CHAPTER XX—“OH, WHITE DOVE OF THE PITY DIVINE”

But a few minutes had passed since Usher's departure; yet to Sylvester they represented a great chasm of time,—a living self on the one side, a dead self on the other. He walked aimlessly about the room in a curious apathy. That which had been vital to him, his love and reverence for those two,—father and mother,—had been plucked away from him, and it seemed merely some reflex action that maintained organic existence.

On the wall facing the fireplace were two companion water-colour portraits in old-fashioned oval frames. He paused before them and looked dully from one to the other. These had been his sacred images in the house, the ikons of his gods. His mother smiled down upon him. Her hair, banded obliquely on either side over her forehead, gave an idea of Madonna-like purity to the delicate contours of her face. That of Botticelli's fair girl-mother betrayed less a soul at war with itself. And it was not the artist's contemporaneous delight in investing feminine portraiture with angelic sentimentality that was at fault. The son remembered her thus in the flesh, though older,—a rare, flower-like woman, with hands that, when they touched him as a boy, seemed holy. She was dead. That other, the young man bright and strong, looking unflinchingly at the world over his absurd black neckcloth, was now an old man, dying. And all that they left was a heritage of shame.

Their lives had been a hollow, hideous lie,—the lives of his gods. A fortiori, the lives of common mortality were false. He seemed to stand apart from the world, dispassionately regarding a race corrupt to its core, and shrinking from the step that would bring him again into its midst. Without Phariseeism he appeared to be the one clean man in a miry universe; the sense whereof brought with it something of the appalling. Whither should he turn without rubbing against contamination?

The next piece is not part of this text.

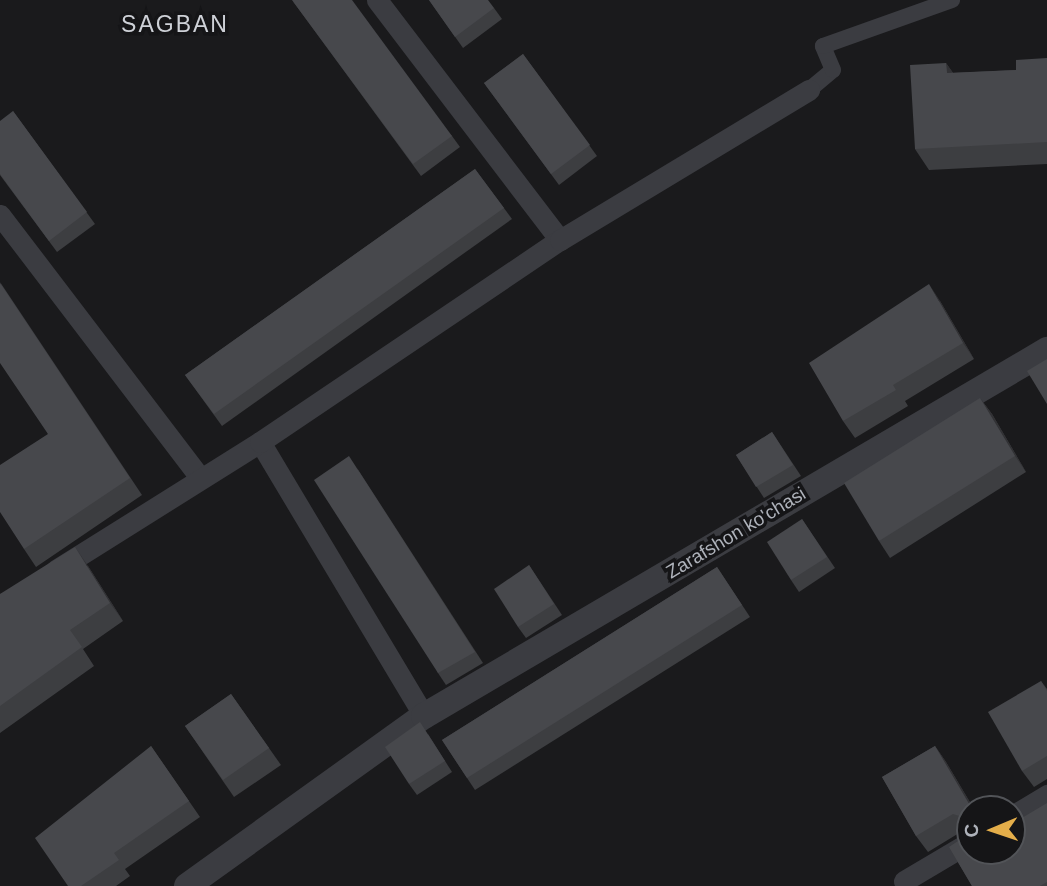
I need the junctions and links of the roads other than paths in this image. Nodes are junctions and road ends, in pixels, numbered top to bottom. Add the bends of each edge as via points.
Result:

He moved away from the pictures and looked about the room. The familiar, old-fashioned furniture, which the old man loved to keep in memory of her who was once queen of the little space, seemed tainted with the unutterable. He became aware of a physical feeling of nausea. The room reeked. He flung open one of the French windows with an instinctive craving for a breath of the cold December air that was blown across the dripping lawn.

He brushed aside his hair, and tried to think. He stood as a judge; that he realised. Those two were brought before the bar, accused of the sin that his organic temperament pronounced unforgivable. The pleas in extenuation would be weakness and folly; and weakness and folly he despised. He was called upon to pass sentence for the shame of which he himself was the child; and in passing it on the sinful pair he was condemning himself to a living death. The man did not see that he had been working all his life towards this doom.

The slamming of the door behind him caused him to turn round with a start. His Aunt Agatha came towards him, wrapping a woollen shawl tightly around her lean shoulders.

“Oh, how can you have the windows open on a day like this?” she asked shivering.

He closed the window in silence and looked at her inquiringly.